2. Place a sheet of wax paper on your workbench and gather all the items required for joining the wings: 30-minute epoxy, a mixing cup, an epoxy mixing stick, an epoxy brush, paper towels and denatured alcohol for epoxy clean up.
Hint: To cut down on waste, cut the paper towels into
several small squares as shown in the photo.
Caution: Do not use 5-minute epoxy for joining the wing
halves. It will not provide enough working time.
3. Separate the wings and take out the joiner. Mix up approximately 1/2 oz. [15cc] of 30-minute epoxy. Use an epoxy brush to coat both ends of the wing and one half of the joiner all the way around. Pour a generous amount of epoxy into one of the wings where the joiner goes, and then
slowly insert the epoxy-coated half of the joiner. Wipe away excess epoxy as it is forced out of the wing. Note: There
must be no “empty space” inside the wing where the joiner fits–the cavity must be filled with epoxy. If no epoxy “oozes” out when you installed the joiner, remove the joiner and add more epoxy. Then reinstall the joiner. Proceed rapidly to the next step.
4. Coat the protruding end of the joiner all the way around
with epoxy and pour epoxy into the other wing. Join the wing
to the other joiner/wing assembly, slowly pressing the two
halves together.
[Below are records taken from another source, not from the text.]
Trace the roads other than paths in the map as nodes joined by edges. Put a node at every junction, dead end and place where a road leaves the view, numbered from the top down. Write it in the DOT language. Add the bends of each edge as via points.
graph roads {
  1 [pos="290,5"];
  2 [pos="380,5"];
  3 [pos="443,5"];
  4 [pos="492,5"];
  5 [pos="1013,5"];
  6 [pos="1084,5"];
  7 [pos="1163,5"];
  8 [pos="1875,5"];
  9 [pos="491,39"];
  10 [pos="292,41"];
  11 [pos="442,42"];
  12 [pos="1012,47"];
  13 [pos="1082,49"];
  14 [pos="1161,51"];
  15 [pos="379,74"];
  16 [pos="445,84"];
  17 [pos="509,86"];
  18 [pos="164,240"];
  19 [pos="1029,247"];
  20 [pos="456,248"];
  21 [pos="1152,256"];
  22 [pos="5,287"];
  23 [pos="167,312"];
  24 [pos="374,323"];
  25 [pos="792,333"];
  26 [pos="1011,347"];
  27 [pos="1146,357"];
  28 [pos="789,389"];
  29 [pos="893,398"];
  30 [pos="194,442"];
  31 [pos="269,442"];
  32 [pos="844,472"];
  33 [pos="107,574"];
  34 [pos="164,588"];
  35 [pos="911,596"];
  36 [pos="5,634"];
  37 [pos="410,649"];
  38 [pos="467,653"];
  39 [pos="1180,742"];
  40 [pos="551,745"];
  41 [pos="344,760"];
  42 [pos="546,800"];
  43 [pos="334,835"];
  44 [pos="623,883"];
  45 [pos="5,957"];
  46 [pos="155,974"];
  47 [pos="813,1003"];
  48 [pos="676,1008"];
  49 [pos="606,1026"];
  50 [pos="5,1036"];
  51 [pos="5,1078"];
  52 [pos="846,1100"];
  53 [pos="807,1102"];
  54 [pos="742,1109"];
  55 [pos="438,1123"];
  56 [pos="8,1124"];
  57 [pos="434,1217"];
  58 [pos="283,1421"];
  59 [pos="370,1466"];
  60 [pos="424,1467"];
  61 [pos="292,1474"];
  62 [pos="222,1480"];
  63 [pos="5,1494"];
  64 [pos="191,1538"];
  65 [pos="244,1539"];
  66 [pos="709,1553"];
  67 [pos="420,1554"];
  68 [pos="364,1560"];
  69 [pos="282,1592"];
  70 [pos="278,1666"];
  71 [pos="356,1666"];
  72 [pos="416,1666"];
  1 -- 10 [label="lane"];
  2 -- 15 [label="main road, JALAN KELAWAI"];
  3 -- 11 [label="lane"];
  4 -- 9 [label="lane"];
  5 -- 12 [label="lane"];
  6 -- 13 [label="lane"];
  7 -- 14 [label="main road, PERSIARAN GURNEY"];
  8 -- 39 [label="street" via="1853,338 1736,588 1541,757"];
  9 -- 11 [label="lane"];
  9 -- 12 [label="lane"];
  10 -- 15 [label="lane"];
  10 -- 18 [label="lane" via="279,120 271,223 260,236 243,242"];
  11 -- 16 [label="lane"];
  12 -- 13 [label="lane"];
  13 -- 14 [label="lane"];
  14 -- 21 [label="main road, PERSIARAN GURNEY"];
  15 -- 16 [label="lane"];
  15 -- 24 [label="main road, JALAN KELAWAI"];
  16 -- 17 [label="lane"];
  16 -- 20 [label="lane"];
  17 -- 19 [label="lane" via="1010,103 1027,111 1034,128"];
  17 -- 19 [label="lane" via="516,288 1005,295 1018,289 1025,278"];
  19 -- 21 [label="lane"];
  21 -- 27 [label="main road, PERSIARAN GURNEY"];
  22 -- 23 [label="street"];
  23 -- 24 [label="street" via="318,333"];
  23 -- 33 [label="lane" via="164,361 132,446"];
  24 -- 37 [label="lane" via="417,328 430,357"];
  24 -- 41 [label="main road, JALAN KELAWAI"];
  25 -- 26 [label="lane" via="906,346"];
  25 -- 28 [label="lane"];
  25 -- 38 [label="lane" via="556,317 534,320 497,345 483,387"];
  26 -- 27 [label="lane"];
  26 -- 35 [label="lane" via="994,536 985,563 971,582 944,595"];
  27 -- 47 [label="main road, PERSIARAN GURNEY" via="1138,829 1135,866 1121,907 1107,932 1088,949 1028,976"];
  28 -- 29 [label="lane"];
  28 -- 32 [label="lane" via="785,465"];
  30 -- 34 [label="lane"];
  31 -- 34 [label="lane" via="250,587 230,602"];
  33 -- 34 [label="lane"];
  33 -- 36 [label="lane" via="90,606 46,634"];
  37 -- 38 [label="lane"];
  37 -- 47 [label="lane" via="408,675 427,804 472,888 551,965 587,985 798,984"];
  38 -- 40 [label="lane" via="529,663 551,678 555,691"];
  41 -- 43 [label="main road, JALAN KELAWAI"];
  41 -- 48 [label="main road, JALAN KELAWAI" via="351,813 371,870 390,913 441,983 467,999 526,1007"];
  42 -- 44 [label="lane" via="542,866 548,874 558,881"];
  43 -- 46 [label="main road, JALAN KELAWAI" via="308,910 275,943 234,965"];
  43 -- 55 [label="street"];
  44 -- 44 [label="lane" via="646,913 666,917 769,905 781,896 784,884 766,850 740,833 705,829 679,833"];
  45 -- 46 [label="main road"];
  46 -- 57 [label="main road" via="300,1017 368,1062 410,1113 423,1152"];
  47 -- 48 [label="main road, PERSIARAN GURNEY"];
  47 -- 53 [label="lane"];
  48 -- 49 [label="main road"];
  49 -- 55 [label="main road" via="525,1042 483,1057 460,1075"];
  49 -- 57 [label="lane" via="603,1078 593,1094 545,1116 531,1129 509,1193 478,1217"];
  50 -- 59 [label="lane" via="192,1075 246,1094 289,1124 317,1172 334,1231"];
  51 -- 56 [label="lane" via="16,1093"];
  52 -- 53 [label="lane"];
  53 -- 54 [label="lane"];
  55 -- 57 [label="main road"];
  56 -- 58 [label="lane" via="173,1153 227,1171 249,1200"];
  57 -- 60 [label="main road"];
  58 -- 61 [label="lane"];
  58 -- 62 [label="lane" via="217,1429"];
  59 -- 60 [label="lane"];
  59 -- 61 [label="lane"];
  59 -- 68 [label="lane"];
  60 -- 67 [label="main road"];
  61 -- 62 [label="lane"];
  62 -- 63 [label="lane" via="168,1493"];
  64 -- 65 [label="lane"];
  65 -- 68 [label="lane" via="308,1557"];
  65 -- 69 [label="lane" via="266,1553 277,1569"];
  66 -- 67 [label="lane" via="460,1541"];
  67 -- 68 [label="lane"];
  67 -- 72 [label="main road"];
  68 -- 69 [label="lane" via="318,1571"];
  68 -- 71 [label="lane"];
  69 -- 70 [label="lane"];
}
Allow excess epoxy to drip out as you go. When the wings come together, wipe away excess epoxy that is squeezed out. Then use several strips of masking tape on both the top and bottom of the wing to tightly hold the two halves together. If epoxy continues to work out of the wing under the tape, remove one strip at a time and wipe off the epoxy. Then replace the tape with another strip. Do not disturb the wing until the epoxy has hardened.
5. After the epoxy has fully hardened, slowly and carefully pull away the masking tape. If any of the covering loosened, iron it back down with a covering iron on medium heat. Use a covering sock over the iron to protect the Tower Vista’s finish.
Read steps 3 and 4 all the way through before proceeding. It is important to use the proper technique for joining the wing halves to ensure a strong wing.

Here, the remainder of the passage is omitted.